Mason sat opposite Otis at t
he rickety table in the back of the kitchen of the boardinghouse, the cramped quarters made tighter by the fact that the other man’s enormous belly couldn’t fit under the table’s top. Rachel worked diligently on supper, and soon the scent of roast and boiled vegetables filled the room. She glanced at Mason, holding his eyes for a moment to share his amusement at Otis’s bravado. Charlotte sat at the end of the table, Jasper contently curled on the floor beneath her.
When Rachel and Mason had first approached Otis with the obvious, startling fact that Mason hadn’t died in France as had been claimed, the man had at first thought that he was in the clutches of a drunken hallucination. When he’d been convinced that he was indeed sober, he’d reacted with little more than a whistle and a shrug of his shoulders, although he eventually admitted that he could see little of the old Mason in the man with the ugly scars on his face and had been surprised to learn that Charlotte hadn’t minded. Now, sitting in the kitchen, he seemed happy to have a captive audience for another of his drinking stories.
“Every man goin’ about on his own, travelin’ the rails or otherwise, should always count on doin’ some drinkin’,” Otis explained. “Hell, if it ain’ the law it oughta be!”
Mason laughed in answer.
Rachel’s heart leapt to hear Mason’s laugh; it was low and gravelly, as if he hadn’t used it in a long time. When he noticed her watching, he shot her a grin, his mouth crooked; but even with his scarred face, she saw a glimmer of the man she had once known. Conscious that she was staring, she turned back to her guffawing uncle. “Don’t you ever get tired of talking about drinking?”

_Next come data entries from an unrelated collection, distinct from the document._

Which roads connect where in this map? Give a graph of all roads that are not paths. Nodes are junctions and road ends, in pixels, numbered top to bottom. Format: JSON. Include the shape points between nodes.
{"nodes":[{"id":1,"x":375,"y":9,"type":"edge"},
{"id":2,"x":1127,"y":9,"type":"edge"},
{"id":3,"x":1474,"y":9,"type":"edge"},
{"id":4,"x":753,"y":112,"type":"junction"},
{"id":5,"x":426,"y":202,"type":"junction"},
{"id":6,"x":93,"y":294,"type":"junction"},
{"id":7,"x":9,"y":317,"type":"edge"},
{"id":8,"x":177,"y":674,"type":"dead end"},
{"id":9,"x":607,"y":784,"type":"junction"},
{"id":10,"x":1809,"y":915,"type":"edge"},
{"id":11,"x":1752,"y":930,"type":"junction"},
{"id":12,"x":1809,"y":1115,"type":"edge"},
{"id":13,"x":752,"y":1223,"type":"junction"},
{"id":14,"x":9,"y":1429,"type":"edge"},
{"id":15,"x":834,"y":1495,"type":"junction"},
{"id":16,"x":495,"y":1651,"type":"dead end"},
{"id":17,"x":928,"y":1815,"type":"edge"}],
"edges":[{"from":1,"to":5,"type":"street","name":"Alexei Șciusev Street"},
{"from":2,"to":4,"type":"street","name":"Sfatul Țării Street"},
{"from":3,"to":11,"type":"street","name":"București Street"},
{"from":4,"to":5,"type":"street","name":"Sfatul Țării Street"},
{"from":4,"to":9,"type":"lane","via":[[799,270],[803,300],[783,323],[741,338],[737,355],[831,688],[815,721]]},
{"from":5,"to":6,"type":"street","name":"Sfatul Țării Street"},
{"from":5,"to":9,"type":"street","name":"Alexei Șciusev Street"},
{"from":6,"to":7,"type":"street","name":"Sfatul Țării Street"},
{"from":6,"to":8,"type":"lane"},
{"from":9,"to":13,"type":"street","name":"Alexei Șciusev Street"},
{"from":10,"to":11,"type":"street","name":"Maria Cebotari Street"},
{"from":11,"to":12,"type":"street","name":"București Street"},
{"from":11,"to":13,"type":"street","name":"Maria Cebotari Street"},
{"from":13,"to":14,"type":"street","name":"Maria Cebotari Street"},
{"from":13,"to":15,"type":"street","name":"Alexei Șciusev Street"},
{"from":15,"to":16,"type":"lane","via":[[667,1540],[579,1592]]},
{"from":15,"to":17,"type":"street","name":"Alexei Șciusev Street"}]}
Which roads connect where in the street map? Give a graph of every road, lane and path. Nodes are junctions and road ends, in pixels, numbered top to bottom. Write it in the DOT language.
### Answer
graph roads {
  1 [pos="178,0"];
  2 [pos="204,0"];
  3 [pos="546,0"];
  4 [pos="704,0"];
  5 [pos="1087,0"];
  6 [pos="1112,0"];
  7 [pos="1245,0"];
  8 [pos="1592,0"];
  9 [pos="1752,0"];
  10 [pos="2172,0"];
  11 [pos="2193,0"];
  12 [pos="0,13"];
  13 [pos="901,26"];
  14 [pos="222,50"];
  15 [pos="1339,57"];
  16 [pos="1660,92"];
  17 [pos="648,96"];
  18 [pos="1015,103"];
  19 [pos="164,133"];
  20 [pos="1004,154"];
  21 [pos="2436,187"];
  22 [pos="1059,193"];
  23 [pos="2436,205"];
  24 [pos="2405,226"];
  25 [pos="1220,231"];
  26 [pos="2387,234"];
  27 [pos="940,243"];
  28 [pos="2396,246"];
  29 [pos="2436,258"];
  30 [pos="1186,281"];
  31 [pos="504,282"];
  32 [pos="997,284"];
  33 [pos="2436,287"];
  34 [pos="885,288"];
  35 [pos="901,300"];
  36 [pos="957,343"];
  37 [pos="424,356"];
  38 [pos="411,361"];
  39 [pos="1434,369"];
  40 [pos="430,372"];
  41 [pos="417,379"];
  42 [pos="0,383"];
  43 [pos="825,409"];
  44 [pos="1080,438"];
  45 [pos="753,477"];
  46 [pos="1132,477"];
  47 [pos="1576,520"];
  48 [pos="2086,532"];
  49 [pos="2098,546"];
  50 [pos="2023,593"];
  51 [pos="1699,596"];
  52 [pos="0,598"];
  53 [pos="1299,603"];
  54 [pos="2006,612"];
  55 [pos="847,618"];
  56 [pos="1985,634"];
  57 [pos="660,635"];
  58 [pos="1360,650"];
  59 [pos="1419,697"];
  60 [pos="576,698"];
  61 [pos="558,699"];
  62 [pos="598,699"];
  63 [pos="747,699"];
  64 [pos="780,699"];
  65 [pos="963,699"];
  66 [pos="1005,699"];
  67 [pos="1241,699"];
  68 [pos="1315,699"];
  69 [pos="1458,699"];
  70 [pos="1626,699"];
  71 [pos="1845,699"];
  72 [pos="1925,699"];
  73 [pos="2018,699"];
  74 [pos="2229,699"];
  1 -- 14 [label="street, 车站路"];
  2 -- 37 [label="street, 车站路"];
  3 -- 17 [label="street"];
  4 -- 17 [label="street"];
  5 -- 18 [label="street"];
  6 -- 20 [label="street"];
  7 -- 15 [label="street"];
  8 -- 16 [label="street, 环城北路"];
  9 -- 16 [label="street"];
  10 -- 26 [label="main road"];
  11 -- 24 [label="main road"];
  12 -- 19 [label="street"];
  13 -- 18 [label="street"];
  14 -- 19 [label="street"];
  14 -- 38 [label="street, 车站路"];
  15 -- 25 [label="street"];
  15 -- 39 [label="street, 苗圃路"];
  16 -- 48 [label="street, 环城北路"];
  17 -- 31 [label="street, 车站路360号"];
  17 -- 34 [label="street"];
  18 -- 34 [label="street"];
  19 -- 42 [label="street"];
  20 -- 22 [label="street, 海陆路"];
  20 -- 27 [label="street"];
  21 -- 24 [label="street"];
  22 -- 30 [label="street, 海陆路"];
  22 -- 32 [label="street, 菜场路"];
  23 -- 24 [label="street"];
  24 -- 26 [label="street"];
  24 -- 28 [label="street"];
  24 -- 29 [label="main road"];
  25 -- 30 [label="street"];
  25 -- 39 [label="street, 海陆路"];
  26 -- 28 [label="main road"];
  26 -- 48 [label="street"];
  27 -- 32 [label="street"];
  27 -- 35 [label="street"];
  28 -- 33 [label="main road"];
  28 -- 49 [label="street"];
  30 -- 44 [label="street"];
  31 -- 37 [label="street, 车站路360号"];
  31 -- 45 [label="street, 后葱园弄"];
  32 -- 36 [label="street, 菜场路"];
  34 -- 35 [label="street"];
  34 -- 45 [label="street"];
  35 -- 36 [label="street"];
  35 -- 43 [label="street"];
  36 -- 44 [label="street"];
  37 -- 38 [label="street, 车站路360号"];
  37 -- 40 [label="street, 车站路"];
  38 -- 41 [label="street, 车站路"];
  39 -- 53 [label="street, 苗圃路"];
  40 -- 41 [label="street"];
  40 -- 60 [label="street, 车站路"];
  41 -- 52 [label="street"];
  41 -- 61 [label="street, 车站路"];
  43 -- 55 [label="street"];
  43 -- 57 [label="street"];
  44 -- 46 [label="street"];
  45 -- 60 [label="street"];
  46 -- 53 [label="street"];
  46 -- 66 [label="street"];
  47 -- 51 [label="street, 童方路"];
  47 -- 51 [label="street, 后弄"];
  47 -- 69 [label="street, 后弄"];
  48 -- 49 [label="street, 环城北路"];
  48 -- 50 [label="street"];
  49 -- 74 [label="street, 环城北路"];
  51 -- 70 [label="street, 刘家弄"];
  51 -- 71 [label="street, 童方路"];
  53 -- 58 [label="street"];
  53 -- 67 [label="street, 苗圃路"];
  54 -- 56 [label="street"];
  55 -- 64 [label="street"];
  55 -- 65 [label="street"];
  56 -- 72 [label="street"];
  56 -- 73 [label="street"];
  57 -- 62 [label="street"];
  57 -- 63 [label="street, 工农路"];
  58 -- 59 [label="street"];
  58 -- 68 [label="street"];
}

“Why on earth would I?” Otis said in mock indignation. “Why, the very best things that have ever happened to me have occurred while I’ve been drinkin’… although what they might be seem to be escapin’ me at this here moment…”
“Surely you can’t mean that,” Mason said. “What about your arm?”
“What about it?”
“Maybe if you hadn’t had so much to drink down at the tavern, you might have been able to fend off whoever it was who attacked you. If nothing else, you could’ve been clearheaded enough to be able to identify the man.”